Figure 8.20 A parabiosis procedure used to determine the effect of extrinsic factors on time-dependent satellite cell function. In this example, mice are joined by suture at the knee, elbow, wall of peritoneal cavity, and skin. As the surgical injuries heal, anastomoses are formed in the circulatory system, and the two mice share blood. The sharing of the circulatory system by differentaged mice, known as heterochromatic parabiosis, exposes the young animal to an old environment and the old animal to a young environment.
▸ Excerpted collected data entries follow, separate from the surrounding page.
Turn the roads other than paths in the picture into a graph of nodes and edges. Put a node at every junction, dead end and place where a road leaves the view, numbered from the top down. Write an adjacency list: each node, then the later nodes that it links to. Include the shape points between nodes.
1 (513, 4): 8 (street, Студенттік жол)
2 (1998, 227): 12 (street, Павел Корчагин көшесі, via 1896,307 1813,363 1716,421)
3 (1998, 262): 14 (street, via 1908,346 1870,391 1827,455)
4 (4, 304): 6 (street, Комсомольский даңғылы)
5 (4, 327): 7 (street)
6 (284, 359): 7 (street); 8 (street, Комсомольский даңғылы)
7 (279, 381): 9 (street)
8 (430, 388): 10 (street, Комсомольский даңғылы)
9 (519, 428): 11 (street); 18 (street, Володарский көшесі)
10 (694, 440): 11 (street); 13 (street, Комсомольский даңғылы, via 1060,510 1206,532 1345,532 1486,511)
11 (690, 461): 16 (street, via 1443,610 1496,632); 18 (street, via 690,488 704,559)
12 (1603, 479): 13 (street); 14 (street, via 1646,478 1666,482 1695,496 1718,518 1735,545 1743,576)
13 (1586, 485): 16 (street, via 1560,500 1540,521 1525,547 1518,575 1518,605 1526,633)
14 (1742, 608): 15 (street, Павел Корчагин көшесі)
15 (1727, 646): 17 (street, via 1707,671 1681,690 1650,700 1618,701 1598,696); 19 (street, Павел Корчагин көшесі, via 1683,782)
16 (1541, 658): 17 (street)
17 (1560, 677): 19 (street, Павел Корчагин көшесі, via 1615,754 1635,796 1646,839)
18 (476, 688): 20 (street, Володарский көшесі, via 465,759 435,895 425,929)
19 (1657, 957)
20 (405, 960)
Chemically injuring a muscle in each mouse of the parabiotic pair and then following the rate and amount of muscle fiber regeneration allows the researcher to evaluate the effect of extrinsic regulation on satellite cell regulation.
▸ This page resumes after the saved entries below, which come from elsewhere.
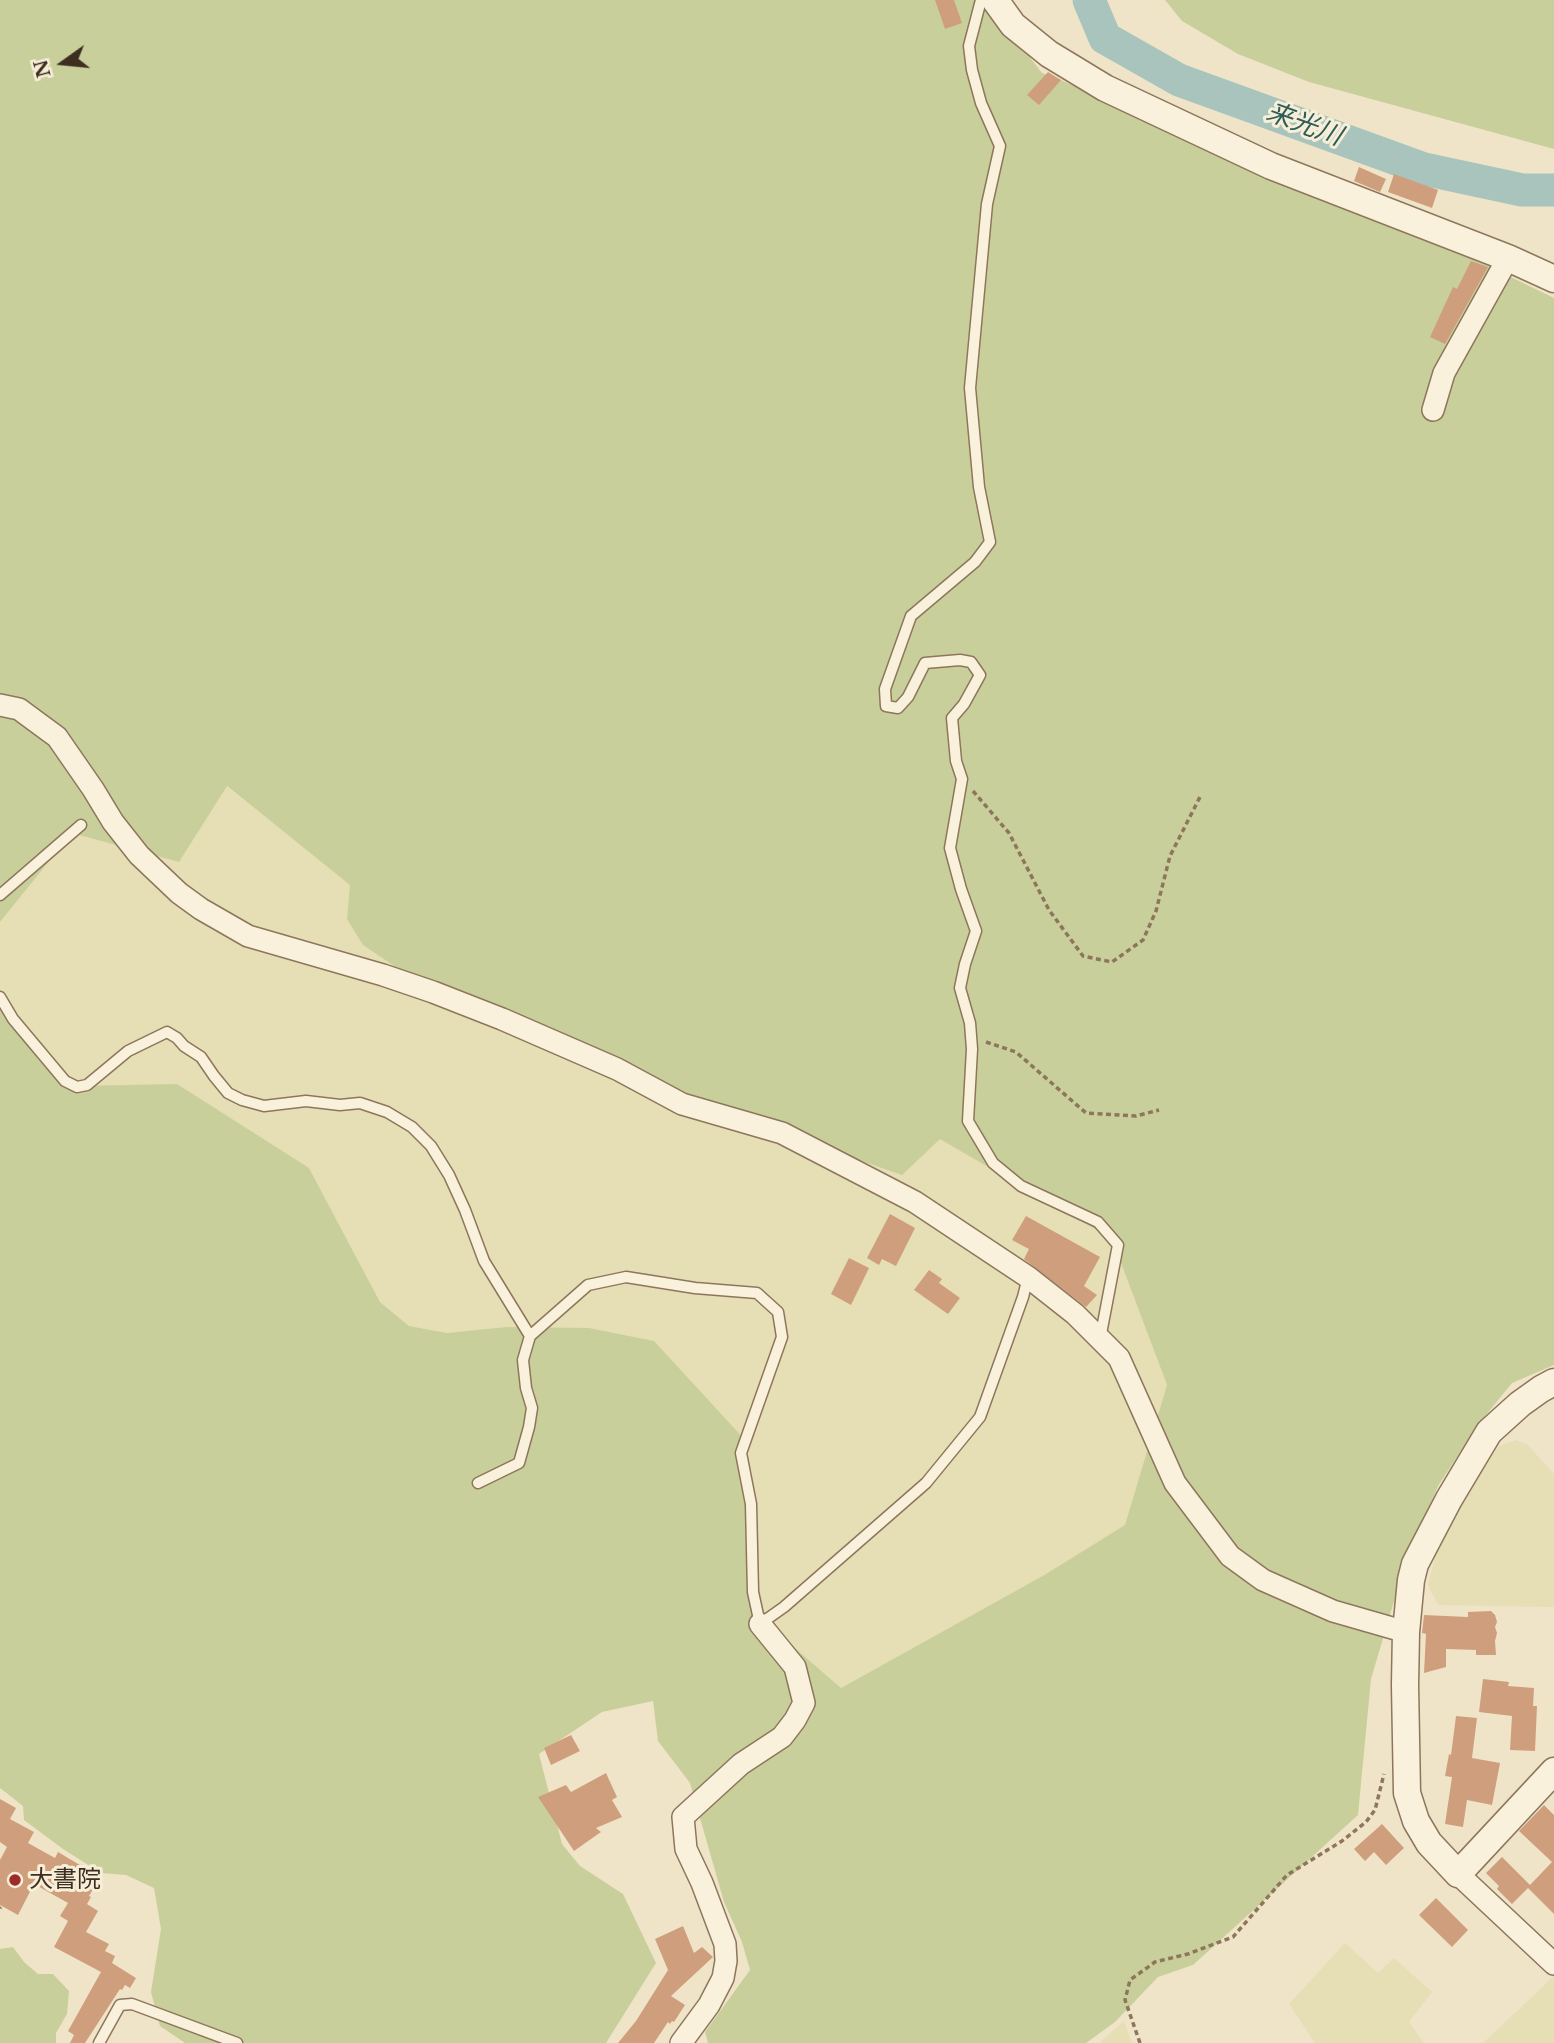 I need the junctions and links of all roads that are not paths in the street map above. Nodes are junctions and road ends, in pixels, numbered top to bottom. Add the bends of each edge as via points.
1 (981, 0) edge
2 (995, 0) edge
3 (1508, 258) junction
4 (1554, 279) edge
5 (1433, 410) dead end
6 (0, 705) edge
7 (81, 825) dead end
8 (0, 895) edge
9 (0, 997) edge
10 (1028, 1277) junction
11 (530, 1336) junction
12 (1100, 1339) junction
13 (1554, 1382) edge
14 (478, 1483) dead end
15 (760, 1624) junction
16 (1406, 1632) junction
17 (1553, 1776) edge
18 (1458, 1874) junction
19 (1554, 1965) edge
20 (99, 2043) edge
21 (237, 2043) edge
22 (681, 2043) edge

1 - 12 lane via 969,46 972,70 1000,146 987,204 970,388 979,487 990,542 975,562 911,616 885,690 886,706 898,708 908,697 925,663 971,662 980,676 952,718 962,779 950,848 976,931 960,988 972,1049 968,1121 993,1163 1021,1186 1098,1222 1118,1245
2 - 3 street via 1013,25 1049,54 1105,88 1271,166
3 - 4 street
3 - 5 street via 1444,373
6 - 10 street via 19,709 57,737 139,855 179,893 248,936 433,992 617,1069 682,1104 782,1133 915,1202
7 - 8 lane
9 - 11 lane via 65,1081 77,1087 87,1085 128,1051 167,1031 201,1057 228,1093 242,1100 264,1105 360,1103 412,1127 449,1175 484,1261
10 - 12 street
10 - 15 lane via 980,1418 926,1483
11 - 14 lane via 523,1360 532,1408 519,1462
11 - 15 lane via 588,1285 626,1277 758,1293 778,1312 782,1336 741,1452 751,1504 753,1592
12 - 16 street via 1119,1358 1175,1483 1230,1556 1263,1580 1333,1611
13 - 16 street via 1489,1432 1449,1499 1415,1564
15 - 22 street via 795,1667 804,1703 782,1737 741,1764 683,1817 686,1849 725,1944 726,1961 709,2005
16 - 18 street via 1407,1793 1429,1843
17 - 18 street
18 - 19 street
20 - 21 lane via 120,2005 132,2004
Sarcopenia is pathological condition associated with excessive aging muscle atrophy and strength
All time-dependent skeletal muscle wasting was once defined as sarcopenia (Greek “loss of flesh”). The separation between aging muscle atrophy, a nonpathological condition, and sarcopenia, a pathological condition, was in response to the finding that a loss in muscle mass and strength in some older people correlated well with falls and loss of independence. Subsequent research showed that excessive aging muscle atrophy and loss of strength—that is, sarcopenia—were often associated with poor nutrition, isolation and depression, and chronic time-dependent disease. While sarcopenia does not have a definition or diagnostic criteria listed in the International Classification of Diseases, several working groups in North America and Europe have arrived at a consensus on a working definition: “Sarcopenia is a syndrome characterized by progressive and generalized loss of skeletal muscle mass and strength with a [increased] risk of adverse outcomes such as physical disability, poor quality of life and death.” The increased risk of disability and mortality separate the disease of sarcopenia from the normal time-dependent loss in muscle mass and strength known as aging muscle atrophy.
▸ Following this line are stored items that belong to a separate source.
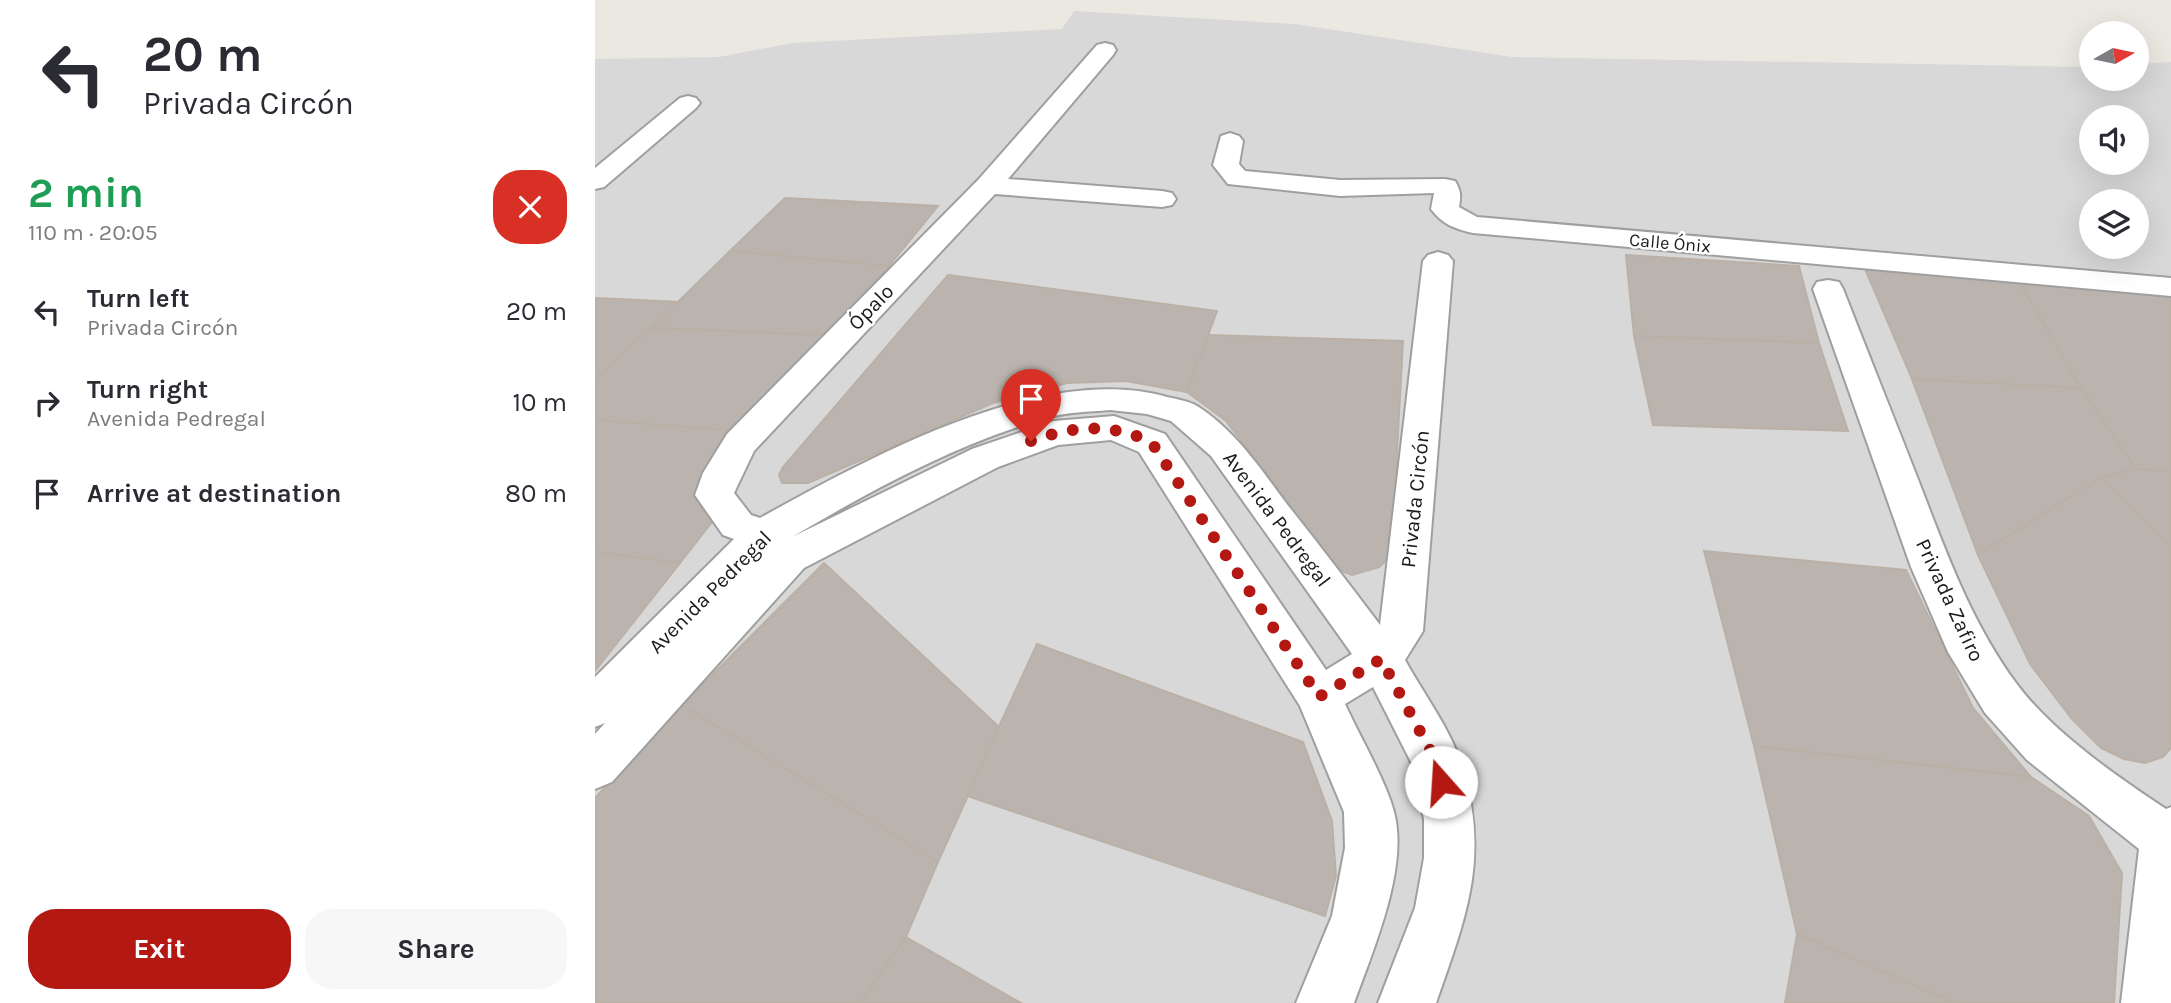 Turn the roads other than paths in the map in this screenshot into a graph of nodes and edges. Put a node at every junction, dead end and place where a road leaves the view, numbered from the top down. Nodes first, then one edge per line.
1 (1105, 50) dead end
2 (688, 103) dead end
3 (1230, 141) dead end
4 (595, 181) edge
5 (988, 185) junction
6 (1161, 199) dead end
7 (1438, 261) dead end
8 (2171, 287) edge
9 (1828, 289) dead end
10 (776, 546) junction
11 (1381, 659) junction
12 (1319, 697) junction
13 (595, 707) edge
14 (595, 767) edge
15 (2169, 837) edge
16 (1325, 1003) edge
17 (1407, 1003) edge
18 (2150, 1003) edge

1 - 5 street, Ópalo
2 - 4 street
3 - 8 street, Calle Ónix
5 - 6 street
5 - 10 street, Ópalo
7 - 11 street, Privada Circón
9 - 15 street, Privada Zafiro
10 - 11 street, Avenida Pedregal
10 - 12 street, Avenida Pedregal
10 - 13 street, Avenida Pedregal
10 - 14 street, Avenida Pedregal
11 - 12 street, Privada Circón
11 - 17 street, Avenida Pedregal
12 - 16 street, Avenida Pedregal
15 - 18 street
Estimates in the prevalence of sarcopenia vary widely, since no generally accepted diagnostic criteria have been established. Published values of prevalence in sarcopenia are as low as 14% to as high as 73% in individuals over the age of 70 years. For this reason, the U.S. National Institutes of Health and the Health Ministries in Canada and Europe have combined efforts to establish specific tests and guidelines for the diagnosis of sarcopenia. At the time of this publication, formal adoption of standard tests and diagnostic guidelines for sarcopenia has not been achieved. However, most experts in this area agree that evaluating stability, strength, and whole-body skeletal muscle mass are sufficient to diagnose sarcopenia. To this end, walking speed and grip strength are used as measures of stability and strength, respectively. Walking speed lower than 0.8 m/s and grip strength below 20 kg for women and 30 kg for men are suggestive of sarcopenia. If walking speed or grip strength are below these standards, then skeletal muscle mass standardized to the height squared should be measured using dual-energy x-ray absorptiometry. Muscle mass of <7.23 kg/m2 in men and <5.67 kg/m2 in women would indicate sarcopenia.